Cette nouvelle forme de complexité systémique relie effectivement des domaines aussi divers que le changement climatique, les nanotechnologies, la biologie de synthèse, mais aussi l’évolution de la propriété intellectuelle, la régulation des échanges mondiaux, la gouvernance et la fiscalité (équité, évasion, dumping), la régulation de l’usage des biens publics mondiaux et la participation concrète des citoyens à la construction du futur.

La «grande transformation»: projet politique et impératif éthique.

La profondeur des changements prévisibles et leur caractère mondialisé font prévoir un bouleversement considérable, à relatif court terme. C’est pourquoi on doit s’efforcer de penser et de conceptualiser cette « transformation mondiale », puis de soumettre les divers modes de réaction politiques et sociétaux à des processus d’approbation démocratique selon toutes les formes de représentation mobilisables.

La «grande transformation » n’implique pas seulement un nouveau projet politique ou social : elle apparaît comme un « impératif éthique », et l’élaboration d’un « contrat social mondial » c’est-à-dire d’un « grand récit » (« master narrative »), prenant en compte l’exigence des transformations politiques et sociales à l’échelle planétaire et orientant l’attention, l’énergie et l’action des citoyens et des politiques à l’échelle mondiale. Il s’agit d’assurer au mieux le passage vers une société mondiale « post-fossile », qui reste à définir.

Impact global des technologies «convergentes».

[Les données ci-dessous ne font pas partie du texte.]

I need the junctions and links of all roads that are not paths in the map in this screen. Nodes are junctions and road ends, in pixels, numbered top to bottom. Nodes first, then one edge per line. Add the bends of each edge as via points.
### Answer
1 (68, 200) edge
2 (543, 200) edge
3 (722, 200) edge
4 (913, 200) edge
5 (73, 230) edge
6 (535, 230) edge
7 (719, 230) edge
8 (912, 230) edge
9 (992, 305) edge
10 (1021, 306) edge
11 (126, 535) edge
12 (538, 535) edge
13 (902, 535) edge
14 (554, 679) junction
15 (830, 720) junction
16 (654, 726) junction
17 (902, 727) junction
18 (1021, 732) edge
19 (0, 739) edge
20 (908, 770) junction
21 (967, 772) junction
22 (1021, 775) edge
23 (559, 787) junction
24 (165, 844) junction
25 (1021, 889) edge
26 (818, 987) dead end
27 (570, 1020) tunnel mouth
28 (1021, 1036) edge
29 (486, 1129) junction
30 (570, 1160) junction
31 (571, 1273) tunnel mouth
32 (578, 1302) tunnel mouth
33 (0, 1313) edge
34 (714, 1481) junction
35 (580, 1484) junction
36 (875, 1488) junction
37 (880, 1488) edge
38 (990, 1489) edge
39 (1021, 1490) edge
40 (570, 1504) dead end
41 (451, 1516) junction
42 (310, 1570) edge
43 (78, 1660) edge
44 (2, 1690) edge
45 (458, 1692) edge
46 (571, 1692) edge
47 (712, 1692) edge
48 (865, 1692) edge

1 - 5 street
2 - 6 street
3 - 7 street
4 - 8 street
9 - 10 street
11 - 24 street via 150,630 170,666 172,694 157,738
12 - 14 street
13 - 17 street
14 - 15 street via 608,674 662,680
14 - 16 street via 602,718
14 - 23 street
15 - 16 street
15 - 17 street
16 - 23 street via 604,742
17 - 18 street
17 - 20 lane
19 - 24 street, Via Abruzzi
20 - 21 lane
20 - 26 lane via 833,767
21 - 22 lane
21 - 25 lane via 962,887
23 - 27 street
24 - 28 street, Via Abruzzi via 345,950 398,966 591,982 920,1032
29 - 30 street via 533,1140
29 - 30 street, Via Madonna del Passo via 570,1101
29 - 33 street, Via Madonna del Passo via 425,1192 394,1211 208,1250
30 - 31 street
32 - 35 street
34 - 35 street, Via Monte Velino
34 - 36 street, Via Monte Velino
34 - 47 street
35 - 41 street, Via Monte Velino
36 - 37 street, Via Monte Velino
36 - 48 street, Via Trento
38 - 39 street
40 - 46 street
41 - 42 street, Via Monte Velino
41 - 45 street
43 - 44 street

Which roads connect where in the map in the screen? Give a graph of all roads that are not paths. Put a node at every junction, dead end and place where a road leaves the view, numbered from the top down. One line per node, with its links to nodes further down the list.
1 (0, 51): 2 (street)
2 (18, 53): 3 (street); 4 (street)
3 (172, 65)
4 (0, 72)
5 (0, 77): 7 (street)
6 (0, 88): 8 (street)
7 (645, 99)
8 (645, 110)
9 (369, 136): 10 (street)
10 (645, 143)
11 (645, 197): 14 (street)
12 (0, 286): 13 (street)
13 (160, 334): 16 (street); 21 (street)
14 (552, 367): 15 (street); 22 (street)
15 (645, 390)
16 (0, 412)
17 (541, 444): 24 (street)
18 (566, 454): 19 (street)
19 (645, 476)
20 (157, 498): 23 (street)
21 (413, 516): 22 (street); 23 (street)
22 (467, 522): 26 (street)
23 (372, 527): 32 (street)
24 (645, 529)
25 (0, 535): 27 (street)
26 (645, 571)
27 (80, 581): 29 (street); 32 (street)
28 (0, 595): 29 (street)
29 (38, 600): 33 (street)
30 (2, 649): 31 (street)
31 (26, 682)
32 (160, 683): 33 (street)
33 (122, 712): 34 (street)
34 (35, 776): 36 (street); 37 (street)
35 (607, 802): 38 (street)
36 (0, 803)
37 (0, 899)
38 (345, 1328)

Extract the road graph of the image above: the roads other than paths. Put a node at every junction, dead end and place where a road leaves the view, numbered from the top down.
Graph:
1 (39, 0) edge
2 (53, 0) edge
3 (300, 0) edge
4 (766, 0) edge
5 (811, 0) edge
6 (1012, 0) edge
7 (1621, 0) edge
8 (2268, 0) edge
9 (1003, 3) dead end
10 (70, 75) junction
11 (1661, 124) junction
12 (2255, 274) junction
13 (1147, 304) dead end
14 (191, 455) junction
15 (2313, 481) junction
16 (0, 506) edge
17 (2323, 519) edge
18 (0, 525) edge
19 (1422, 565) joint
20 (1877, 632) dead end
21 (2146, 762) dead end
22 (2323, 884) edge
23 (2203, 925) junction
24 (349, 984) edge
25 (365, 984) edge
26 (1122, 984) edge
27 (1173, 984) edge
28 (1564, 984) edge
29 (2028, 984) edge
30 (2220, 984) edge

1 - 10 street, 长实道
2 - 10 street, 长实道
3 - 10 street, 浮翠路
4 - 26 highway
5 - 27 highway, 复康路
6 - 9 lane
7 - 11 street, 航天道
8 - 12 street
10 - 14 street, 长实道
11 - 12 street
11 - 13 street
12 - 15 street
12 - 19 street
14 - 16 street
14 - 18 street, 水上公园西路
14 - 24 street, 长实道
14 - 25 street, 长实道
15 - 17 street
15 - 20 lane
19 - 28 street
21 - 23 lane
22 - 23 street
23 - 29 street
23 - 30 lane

Dans le même temps apparaissent de nouveaux domaines et objets techniques, au sein d’ambitieux programmes de recherche (sur les nanotechnologies, les biotechnologies, la biologie de synthèse, ou la géo-ingénierie) qui semblent pouvoir apporter des solutions à hauteur des défis globaux. D’où des raisons pour un nouvel optimisme. L’influence politique et sociale des technosciences augmente d’autant plus qu’elles « convergent ». La convergence des nano-, bio-, info-technologies, et des technologies cognitives (NBIC), favorise aussi, malheureusement, un déferlement de promesses hasardeuses, d’exagérations médiatiques et d’initiatives guidées par la perspective de profits rapides et de nouvelles tentatives d’appropriations globales des biens communs (« global commons »).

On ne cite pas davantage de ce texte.